Try making sleepy tea with hops, holy basil, star anise and cinnamon, suggests permaculture expert Laura Marie Neubert

Hops flowers, most often associated with beer making, have so much to offer than meets the eye. They are neither colourful nor showy, but they are elegant, strong, and uncommonly resilient. I love these ancient, medicinal and culinary blossoms. Perhaps it is my Bavarian roots that ground me in hop fandom.

A half dozen years ago or so, my son and I made small-batch beer from scratch. We didn’t know anything about brewing at the time, but we made stellar beer. Most definitely it was the hops that made it great. Pushing our luck still further, we made malt vinegar from the beer. Hands down, it was the best malt vinegar we’d tasted – sweet and savoury, punctuated by summer garden umami.

A few summers ago, when we installed a food forest trellis along the perimeter of our home garden, we interplanted Centennial and Cascade hops alongside perennial native honeysuckle, grapes and figs, as well as assorted annual food crops like sunflowers and beans and such.

We had been warned by assorted master gardeners, that hops would both “stink to high heaven” and attract rodents. I hadn’t heard anything about either eventuality from my Bavarian family, so I pressed on in good faith.

As it turns out, my olfactory receptors are purpose-built for hops, because I very much love the subtle, near invisible gossamer blooms, and the overtly flowery, sappy, resin-like fragrance that I take on faith is off-putting to some. There has been no stink, and there have been no rodents.

Typically, hops plants are string-trellis farmed as a monoculture crop, for beer, though permaculture suggests a polyculture neighborhood of simpatico species that benefit from and assist each other both above ground and below. Our polyculture food forest trellis is thriving, and we take great pleasure in harvesting the hops, to dry for beer and for tea, and for use in cooking.

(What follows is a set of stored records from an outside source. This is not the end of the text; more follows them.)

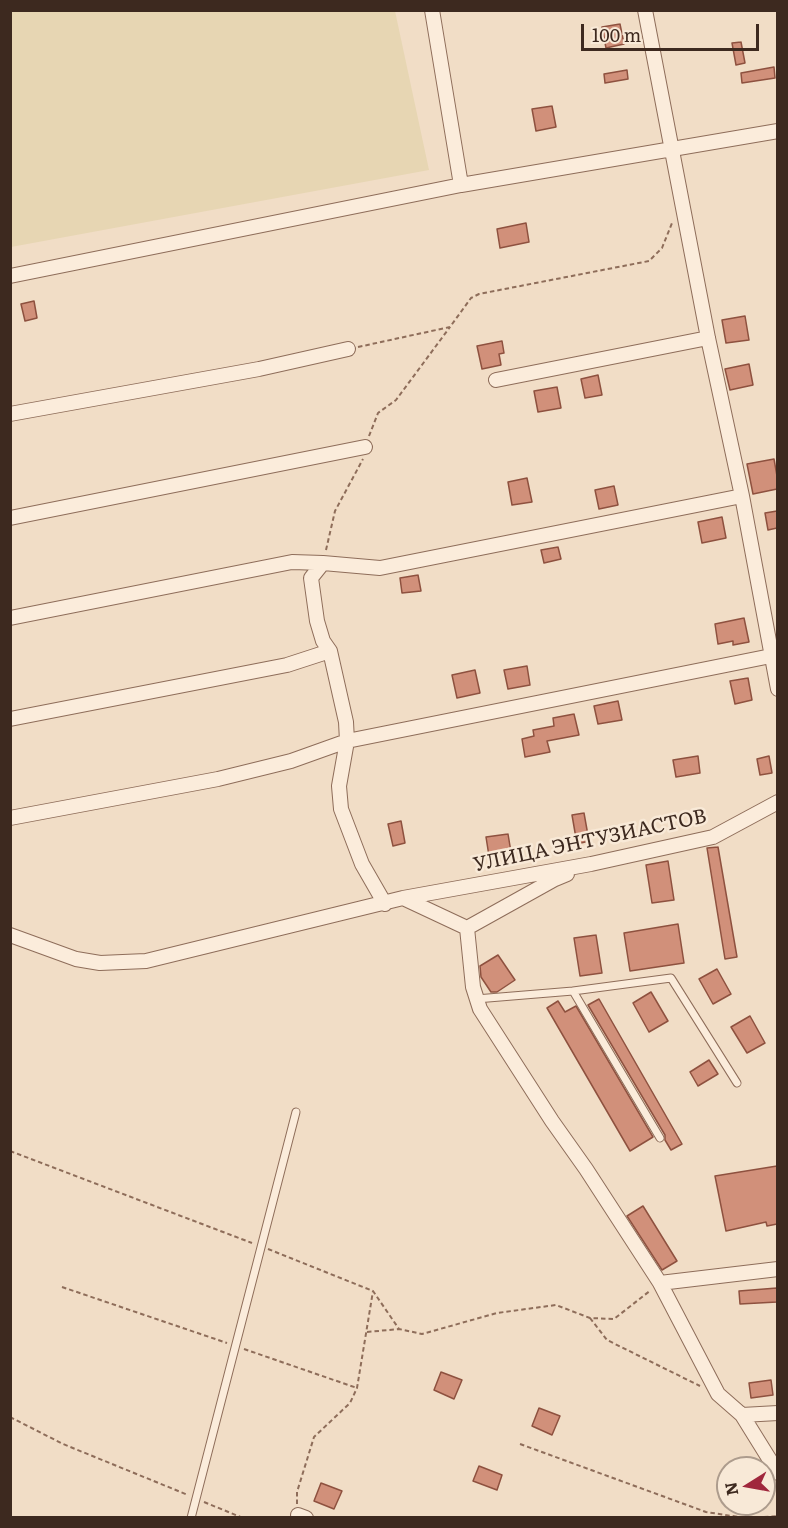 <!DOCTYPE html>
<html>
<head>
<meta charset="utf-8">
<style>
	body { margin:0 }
	#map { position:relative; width:788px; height:1528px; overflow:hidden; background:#f1ddc6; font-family:Literata,serif }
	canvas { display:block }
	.frame { position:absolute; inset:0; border:12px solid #3d291f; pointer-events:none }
	.north { position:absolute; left:716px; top:1456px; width:60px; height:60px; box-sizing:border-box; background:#f8e9d7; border:2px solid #ad9c8d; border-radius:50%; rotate:259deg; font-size:16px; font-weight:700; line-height:24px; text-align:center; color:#3d291f }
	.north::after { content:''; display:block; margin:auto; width:21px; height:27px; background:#a0273c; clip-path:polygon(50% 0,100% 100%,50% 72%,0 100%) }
	.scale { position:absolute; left:581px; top:24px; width:178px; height:27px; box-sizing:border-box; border:3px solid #3d291f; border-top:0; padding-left:8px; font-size:18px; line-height:21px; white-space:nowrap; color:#3d291f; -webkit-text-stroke:4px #f8e9d7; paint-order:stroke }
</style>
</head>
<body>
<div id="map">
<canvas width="788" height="1528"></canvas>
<div class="frame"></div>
<div class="north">N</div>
<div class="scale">100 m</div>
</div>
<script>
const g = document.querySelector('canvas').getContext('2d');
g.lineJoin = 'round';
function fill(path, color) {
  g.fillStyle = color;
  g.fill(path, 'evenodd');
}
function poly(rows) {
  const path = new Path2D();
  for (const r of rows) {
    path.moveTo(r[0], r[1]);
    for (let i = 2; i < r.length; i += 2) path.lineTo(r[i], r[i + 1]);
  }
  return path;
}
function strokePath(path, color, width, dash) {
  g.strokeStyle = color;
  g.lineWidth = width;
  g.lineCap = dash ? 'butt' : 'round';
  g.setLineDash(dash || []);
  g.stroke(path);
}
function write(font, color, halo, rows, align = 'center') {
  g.font = font + ' Literata,serif';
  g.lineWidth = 5;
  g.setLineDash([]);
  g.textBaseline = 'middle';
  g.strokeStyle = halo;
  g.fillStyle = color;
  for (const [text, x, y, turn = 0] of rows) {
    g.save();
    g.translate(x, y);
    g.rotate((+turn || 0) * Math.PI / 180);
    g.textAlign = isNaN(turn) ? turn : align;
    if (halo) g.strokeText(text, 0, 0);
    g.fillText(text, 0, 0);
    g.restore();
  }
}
fill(poly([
	[11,10,395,11,429,170,11,247]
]), '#e7d6b3');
const building = poly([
	[620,24,624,44,606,48,602,27,620,24],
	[741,42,745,63,736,65,732,43,741,42],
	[774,67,775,78,742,83,741,73,774,67],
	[627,70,628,79,605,83,604,74,627,70],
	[552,106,556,127,536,131,532,109,552,106],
	[526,223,529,242,500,248,497,229,526,223],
	[34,301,37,318,25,321,21,304,34,301],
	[745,316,749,340,726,343,722,320,745,316],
	[502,341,504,353,499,354,501,365,482,369,477,346,502,341],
	[749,364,753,385,730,390,725,369,749,364],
	[598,375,602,395,585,398,581,379,598,375],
	[557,387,561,408,538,412,534,391,557,387],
	[774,459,777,476,777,489,753,494,747,464,774,459],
	[527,478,532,502,512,505,508,482,527,478],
	[614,486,618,505,599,509,595,490,614,486],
	[777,511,777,528,768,530,765,513,777,511],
	[722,517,726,538,702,543,698,522,722,517],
	[558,547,561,559,544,563,541,550,558,547],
	[418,575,421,591,402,593,400,578,418,575],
	[744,618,749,642,733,645,733,641,718,644,715,624,744,618],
	[527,666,530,685,508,689,504,670,527,666],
	[475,670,480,693,457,698,452,675,475,670],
	[748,678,752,700,735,704,730,681,748,678],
	[618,701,622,720,598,724,594,706,618,701],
	[574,714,579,735,547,741,550,752,525,757,522,739,534,736,533,730,554,726,553,718,574,714],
	[698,756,700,773,676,777,673,760,698,756],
	[769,756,772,773,760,775,757,759,769,756],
	[584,813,589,841,577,844,572,815,584,813],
	[401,821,405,843,393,846,388,824,401,821],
	[508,834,511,852,489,856,486,837,508,834],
	[718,847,737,957,725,959,707,848,718,847],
	[668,861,674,900,652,903,646,865,668,861],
	[678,924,684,963,630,971,624,933,678,924],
	[596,935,602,973,580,976,574,938,596,935],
	[498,955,515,980,497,992,491,992,481,977,480,966,498,955],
	[717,969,731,994,713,1004,699,979,717,969],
	[651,992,668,1021,649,1032,633,1003,651,992],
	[599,999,682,1144,671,1150,665,1140,665,1135,588,1005,599,999],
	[558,1001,565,1012,576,1006,653,1137,630,1151,547,1008,558,1001],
	[750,1016,765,1043,747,1053,731,1027,750,1016],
	[709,1060,718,1074,698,1086,690,1072,709,1060],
	[777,1166,777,1224,767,1226,766,1222,726,1231,715,1176,777,1166],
	[643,1206,677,1261,662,1270,627,1216,643,1206],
	[777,1288,777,1302,740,1304,739,1291,777,1288],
	[441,1372,462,1380,454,1399,434,1390,441,1372],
	[771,1380,773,1395,751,1398,749,1383,771,1380],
	[539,1408,560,1416,552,1435,532,1426,539,1408],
	[479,1466,502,1475,497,1490,473,1481,479,1466],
	[321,1483,342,1491,334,1509,314,1501,321,1483]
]);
fill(building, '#d1907a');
strokePath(building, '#8e513f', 1.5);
const service = poly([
	[476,999,573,991],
	[660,1138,573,991,671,978,737,1083],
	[191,1518,296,1112]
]);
const minor = poly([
	[432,10,461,185],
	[645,10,708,338,742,496,778,689],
	[10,276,461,185,778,131],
	[496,380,708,338],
	[10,414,259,369,348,349],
	[10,518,365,447],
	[323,563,311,578,317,621,323,641,330,651,346,722,347,741,339,786,341,809,362,864,385,904],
	[10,618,292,562,323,563,380,568,742,496],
	[10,719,287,665,330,651],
	[10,818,218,779,291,761,347,741,771,656],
	[403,898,467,928,473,987,480,1009,552,1121,586,1169,660,1283,718,1394,742,1415,778,1473],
	[467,928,555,879,567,874],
	[10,935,76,959,100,963,146,961,403,898,591,864,713,837,778,802],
	[660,1283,778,1269],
	[742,1415,778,1413],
	[298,1515,306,1518]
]);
strokePath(service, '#8e6d5a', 9);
strokePath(minor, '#8e6d5a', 16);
strokePath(poly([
	[358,347,450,327,471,298,479,294,649,261,662,248,672,223],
	[369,436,378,413,396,400,450,327],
	[326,550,335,511,363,459],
	[10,1151,252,1243],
	[268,1249,373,1291,399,1329,422,1334,497,1313,556,1305,590,1318,614,1319,651,1290],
	[62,1287,227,1343],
	[590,1318,607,1340,700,1386],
	[367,1332,399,1329],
	[244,1349,357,1388],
	[10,1417,63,1444,188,1495],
	[520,1444,706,1512,745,1518],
	[204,1502,243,1518],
	[297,1504,297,1492,314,1437,350,1403,357,1388,373,1291],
	[749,1518,778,1516]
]), '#8e6d5a', 2, [4.5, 3]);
strokePath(service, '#fbecdb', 7);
strokePath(minor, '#fbecdb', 14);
write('20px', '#3d291f', '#f8e9d7', [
	["УЛИЦА ЭНТУЗИАСТОВ",590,841,-12]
]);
</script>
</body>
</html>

During this change of seasons, when our Circadian rhythms are challenged by darkness so sudden and so early, homegrown hops tea fortified with sweet bits of cinnamon and star anise, and a leaf or two of holy basil, helps us fall asleep and stay asleep until dawn.

For thousands of years, hops have been cultivated for brewing, for medicinal use, and for food. Great institutions, and minds far greater than mine have studied the medicinal and health-enhancing benefits of hops. Research suggests that hops promote calm, restfulness, uninterrupted sleep, detoxification, effective digestion and elimination, and skin health.

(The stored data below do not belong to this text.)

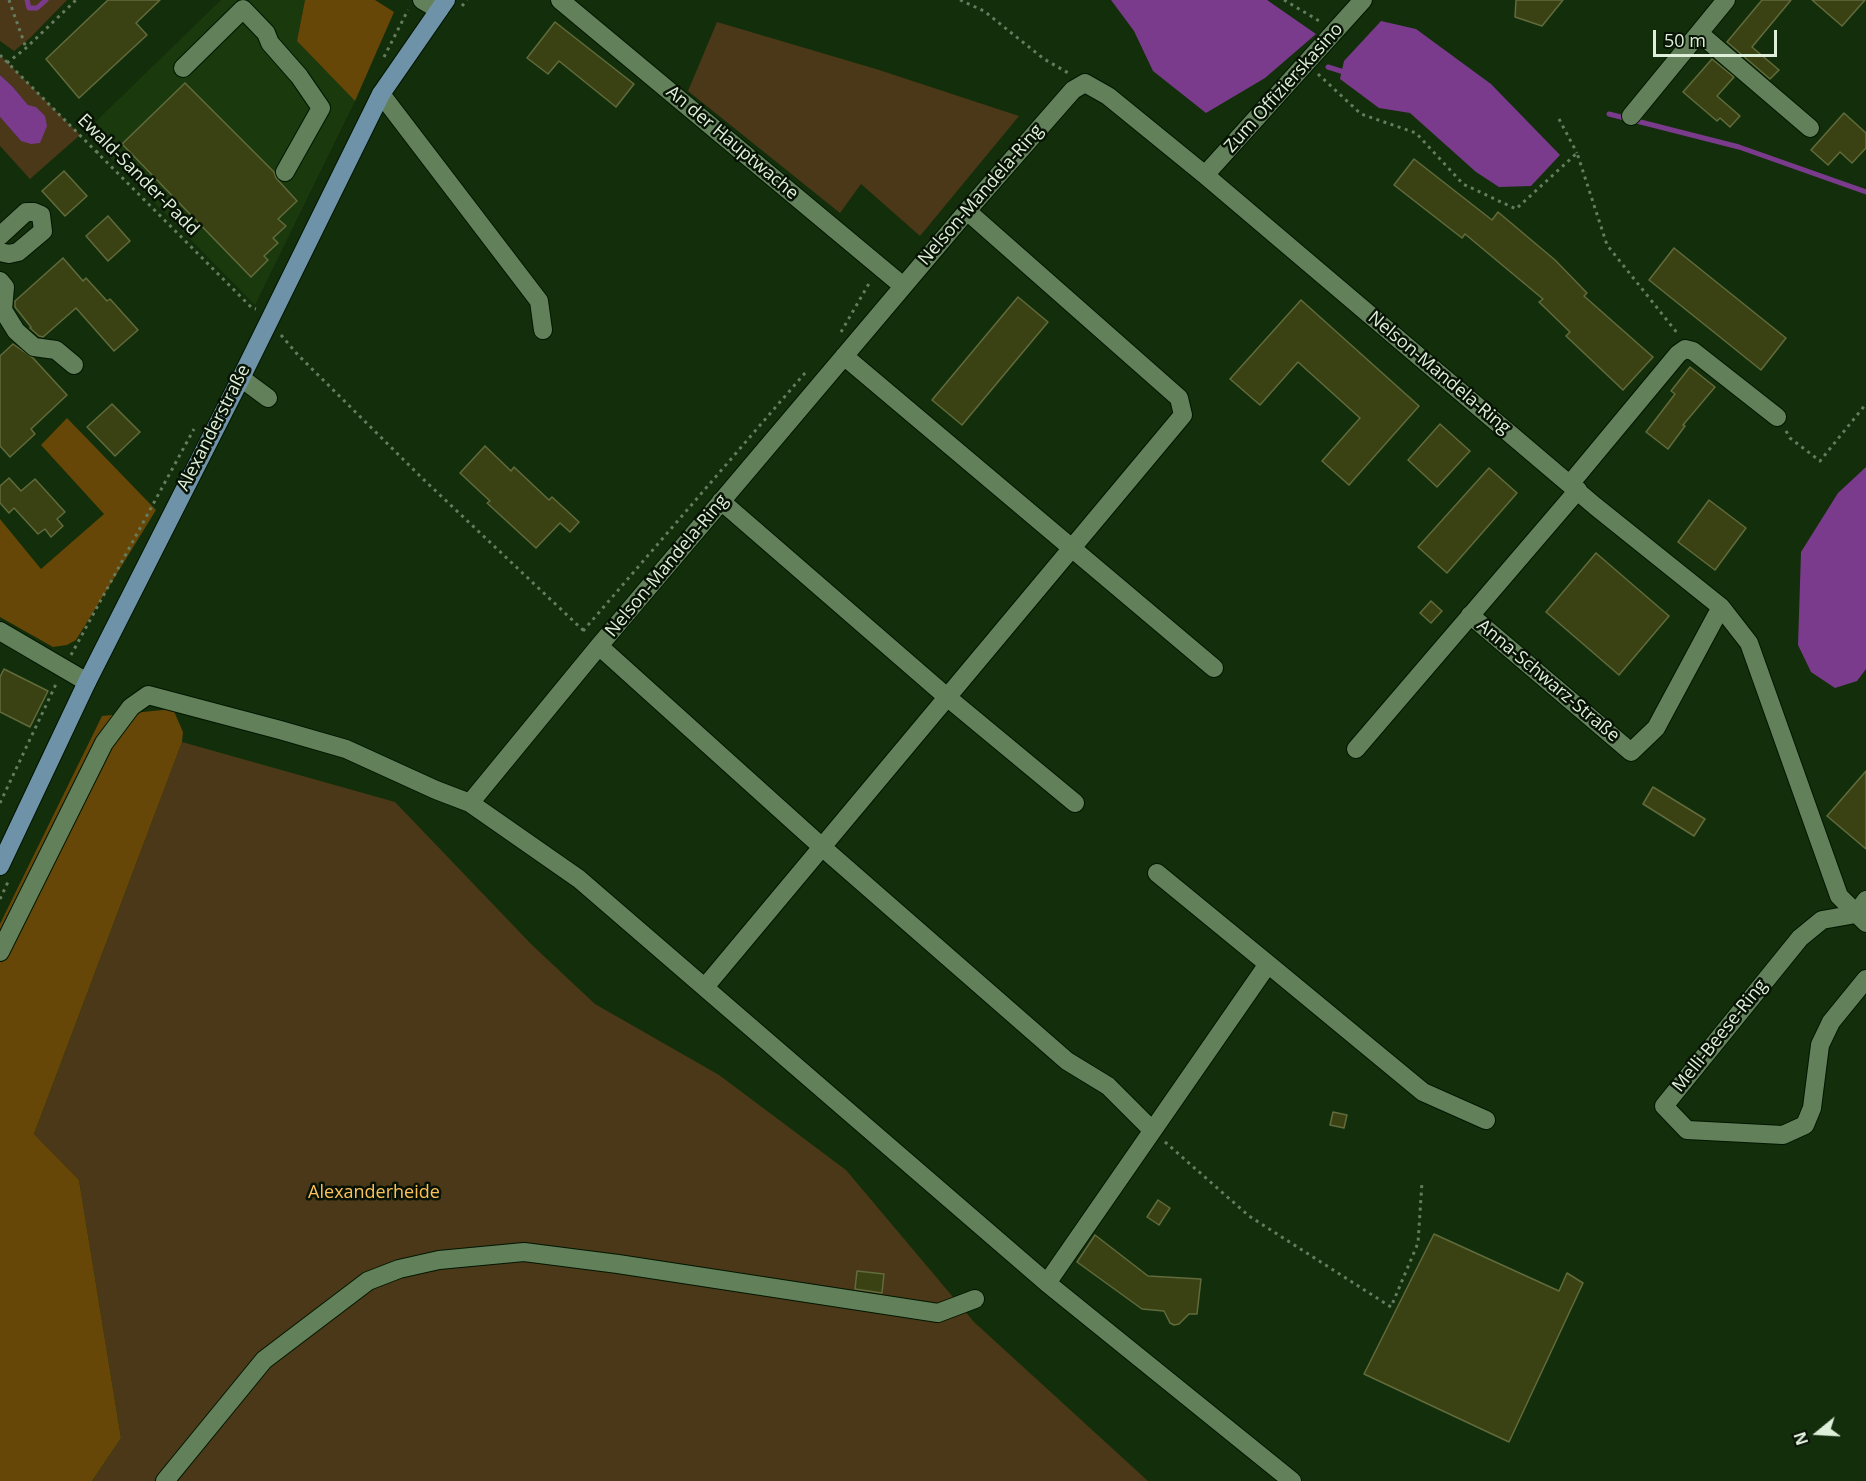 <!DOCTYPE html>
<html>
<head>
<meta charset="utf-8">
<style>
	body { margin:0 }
	#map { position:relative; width:1866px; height:1481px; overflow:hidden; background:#132e0a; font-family:"Open Sans",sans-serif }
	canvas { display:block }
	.north { position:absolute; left:1788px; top:1403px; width:60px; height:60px; -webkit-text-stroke:4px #081305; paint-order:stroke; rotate:252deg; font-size:16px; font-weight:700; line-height:24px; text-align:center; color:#dff0da }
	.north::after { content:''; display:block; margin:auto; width:21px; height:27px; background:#dff0da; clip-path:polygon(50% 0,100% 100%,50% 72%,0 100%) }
	.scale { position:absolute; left:1653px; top:30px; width:124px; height:27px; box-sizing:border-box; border:3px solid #dff0da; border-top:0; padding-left:8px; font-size:18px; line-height:21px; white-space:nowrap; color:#dff0da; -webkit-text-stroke:4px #081305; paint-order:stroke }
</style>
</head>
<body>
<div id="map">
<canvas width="1866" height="1481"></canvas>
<div class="north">N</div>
<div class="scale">50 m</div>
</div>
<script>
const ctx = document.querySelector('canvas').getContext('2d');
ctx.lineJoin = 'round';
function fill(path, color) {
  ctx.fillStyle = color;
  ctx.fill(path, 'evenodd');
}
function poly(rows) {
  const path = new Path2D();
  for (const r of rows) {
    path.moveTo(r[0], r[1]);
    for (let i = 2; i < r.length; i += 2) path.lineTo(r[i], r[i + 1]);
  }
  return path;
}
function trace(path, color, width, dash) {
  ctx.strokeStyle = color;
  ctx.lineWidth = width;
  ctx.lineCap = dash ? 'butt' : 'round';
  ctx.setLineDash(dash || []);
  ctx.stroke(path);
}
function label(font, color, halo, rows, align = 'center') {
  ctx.font = font + ' "Open Sans",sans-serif';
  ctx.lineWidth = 5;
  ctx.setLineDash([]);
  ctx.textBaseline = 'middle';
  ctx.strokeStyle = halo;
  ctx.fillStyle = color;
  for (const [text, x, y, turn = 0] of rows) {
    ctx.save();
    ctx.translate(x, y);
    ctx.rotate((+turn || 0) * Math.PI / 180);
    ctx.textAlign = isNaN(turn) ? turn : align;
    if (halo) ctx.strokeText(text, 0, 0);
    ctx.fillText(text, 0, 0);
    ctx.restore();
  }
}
fill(poly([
	[221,0,305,0,297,41,355,101,255,305,85,132]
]), '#1a3a0e');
fill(poly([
	[0,0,67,0,30,38,14,51,0,41],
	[717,22,876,69,1019,116,920,236,861,184,840,213,688,91],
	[0,55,80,135,30,179,0,146,0,117,21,141,28,105,12,86,0,75],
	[182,742,395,802,532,945,595,1004,719,1075,846,1170,974,1322,1148,1481,92,1481,121,1438,79,1180,34,1134]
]), '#4b3818');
fill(poly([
	[305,0,375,0,394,12,355,101,297,41],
	[67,418,156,510,76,640,67,645,53,647,0,617,0,519,41,569,104,514,41,445],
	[173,709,183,732,182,742,34,1134,79,1180,121,1438,92,1481,0,1481,0,924,102,716]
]), '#664707');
fill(poly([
	[1111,0,1267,0,1316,34,1265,78,1206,113,1153,71,1134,31],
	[1381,21,1416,29,1491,84,1560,155,1531,186,1499,187,1476,172,1410,113,1379,108,1340,79,1344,61],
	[0,75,12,86,28,105,36,107,45,116,47,126,40,143,31,144,21,141,0,117],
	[1866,467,1866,669,1857,681,1835,688,1811,672,1798,645,1801,552,1838,493]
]), '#7a3b8c');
trace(poly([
	[27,0,29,8,37,8,46,0],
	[1328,67,1347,73],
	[1609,114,1739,147,1866,192]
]), '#7a3b8c', 5);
const building = poly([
	[108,0,160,0,136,23,147,35,79,98,46,59,108,0],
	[1516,0,1563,0,1542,26,1515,17,1516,0],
	[1762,0,1791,0,1752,47,1779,70,1770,79,1727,42,1762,0],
	[1812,0,1865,0,1842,26,1812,0],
	[555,22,634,84,616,107,559,61,548,74,527,58,555,22],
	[1712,59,1734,77,1717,96,1740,116,1730,127,1720,118,1717,121,1683,92,1712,59],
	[185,83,274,172,276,178,297,201,278,219,286,226,273,238,278,243,264,256,268,260,251,277,122,144,185,83],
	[1844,113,1866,133,1866,148,1852,163,1840,152,1828,165,1811,150,1844,113],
	[1414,159,1492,220,1498,212,1555,260,1587,293,1584,296,1653,357,1623,390,1566,336,1570,332,1539,302,1543,299,1465,234,1462,238,1394,185,1414,159],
	[64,171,87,196,65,216,42,191,64,171],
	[108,216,130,241,108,261,86,236,108,216],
	[1674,248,1786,338,1761,370,1649,280,1674,248],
	[63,258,83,281,86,278,107,301,110,299,138,330,114,351,76,308,43,337,39,336,30,328,31,327,15,307,15,301,63,258],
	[1018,297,1048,322,962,425,932,400,1018,297],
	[1301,300,1419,406,1349,485,1322,461,1360,418,1298,362,1260,405,1230,379,1301,300],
	[13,344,33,358,67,395,31,429,35,434,10,457,0,446,0,356,13,344],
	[1690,367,1715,387,1683,425,1685,426,1668,449,1646,432,1675,394,1671,391,1690,367],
	[112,404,140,432,115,456,87,427,112,404],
	[1440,424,1470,451,1437,487,1408,460,1440,424],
	[485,446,511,471,514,467,549,500,552,497,579,522,570,532,560,523,536,548,487,503,490,501,460,473,485,446],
	[1489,468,1517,493,1447,573,1418,547,1489,468],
	[9,478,21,491,35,479,65,512,57,519,63,526,51,537,45,529,38,534,14,508,9,513,0,503,0,486,9,478],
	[1709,500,1746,528,1715,570,1678,542,1709,500],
	[1596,553,1669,616,1619,675,1546,612,1596,553],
	[1431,601,1442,611,1431,623,1420,613,1431,601],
	[4,669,48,691,30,727,0,712,0,677,4,669],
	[1866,771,1866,849,1827,816,1866,771],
	[1653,787,1705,819,1694,836,1643,804,1653,787],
	[1333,1112,1347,1115,1344,1128,1330,1125,1333,1112],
	[1158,1200,1170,1208,1159,1225,1147,1217,1158,1200],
	[1434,1234,1559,1291,1567,1273,1583,1283,1509,1442,1364,1374,1434,1234],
	[1095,1235,1148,1276,1201,1279,1197,1314,1189,1314,1179,1324,1174,1325,1170,1323,1164,1311,1142,1309,1077,1262,1095,1235],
	[857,1271,884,1274,882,1293,855,1289,857,1271]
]);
fill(building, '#3a4214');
trace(building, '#616b3c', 1.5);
const minor = poly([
	[422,0,439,10],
	[560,0,903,286],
	[1699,33,1810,128],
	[183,68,243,9,266,33,270,43,299,76,321,108,285,172],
	[381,94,539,301,543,330],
	[1631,116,1726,0],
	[1205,175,1363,0],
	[0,236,26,212,34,212,41,215,43,231,18,252,9,254,0,252],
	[0,281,5,287,3,310,16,331,34,347,56,350,74,365],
	[844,356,1214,668],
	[241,378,268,398],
	[1570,484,1678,354,1685,349,1693,351,1777,417],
	[721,501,947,697,1075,803],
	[1470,615,1631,752,1656,728,1721,607],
	[0,631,87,682],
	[599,646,822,847,1067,1061,1108,1086,1147,1125],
	[1356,749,1578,490],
	[470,803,599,646,967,211,1073,90,1085,83,1108,96,1205,175,1595,506,1721,607,1749,643,1839,896,1866,923],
	[1866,900,1856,914,1822,920,1800,938,1664,1106,1687,1130,1783,1135,1805,1125,1812,1108,1820,1045,1831,1022,1866,979],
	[0,952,104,743,131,707,148,695,280,730,346,749,436,790,470,803,579,879,1047,1283,1292,1481],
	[1268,964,1423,1092,1486,1120],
	[705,987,1183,415,1179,398,967,211],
	[1047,1283,1268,964,1157,873],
	[165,1481,264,1360,368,1281,399,1269,439,1260,524,1252,618,1264,938,1313,975,1299]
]);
const major = poly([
	[0,866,87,682,241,378,381,94,446,0]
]);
trace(minor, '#001600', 20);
trace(major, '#001600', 20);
trace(poly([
	[9,0,26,48],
	[960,0,984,11,1044,59,1070,74],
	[1284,0,1321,22],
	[462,6,467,0],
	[0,55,252,308,256,309],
	[384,57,408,10],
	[7,63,26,48,76,0],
	[1318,74,1361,114,1416,133,1463,184,1516,209,1577,153,1607,245,1678,334],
	[1559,119,1577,153],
	[96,153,110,139],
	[841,332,871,280],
	[281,335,298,355,422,478,585,632],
	[1786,431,1790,438,1820,461,1866,404],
	[583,631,805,373],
	[71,655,194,429],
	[0,803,57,682],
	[0,899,8,882],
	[1165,1142,1249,1216,1391,1307,1418,1243,1422,1182]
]), '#657c5e', 3, [3, 4.5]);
trace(minor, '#628059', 18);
trace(major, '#6e93a9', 18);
label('18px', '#dff0da', '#081305', [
	["Zum Offizierskasino",1284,88,-48],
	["An der Hauptwache",732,143,40],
	["Ewald-Sander-Padd",138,175,45],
	["Nelson-Mandela-Ring",981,195,-49],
	["Nelson-Mandela-Ring",1439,373,40],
	["Alexanderstraße",214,428,-63],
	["Nelson-Mandela-Ring",667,566,-50],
	["Anna-Schwarz-Straße",1548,681,40],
	["Melli-Beese-Ring",1720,1036,-51]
]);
label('18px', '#fdc15b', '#081305', [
	["Alexanderheide",374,1193]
]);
</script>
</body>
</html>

Hops are rich in beneficial phytonutrients and powerful antioxidants, and also contain strong antimicrobial properties. Their taste and aroma is slightly skunky, like cannabis, which is interesting because the two plants are cousins within the Cannabaceae family. Beer and cannabis – crazy, right?

Interestingly, in spite of hops’ relative obscurity outside of the brewing industry, a hops renaissance of sorts is emerging. “Sober” hops canned teas, hops tinctures, hops kombuchas and such are headlining the high-end consumer packaged goods space. How fabulous that a lowly, “stinky”, near invisible flower could command such attention and premium price point.

I am content to grow my own hops health and wellness on a simple trellis in our yard, and then experiment in the kitchen. Hops are very easy to grow in a container, around the frame of a window or door, or under the eaves of a house. Local growers sell slips of varieties well suited to our climate, and nurseries stock hops vines in the spring.

Check with your healthcare provider before ingesting herbal medicines.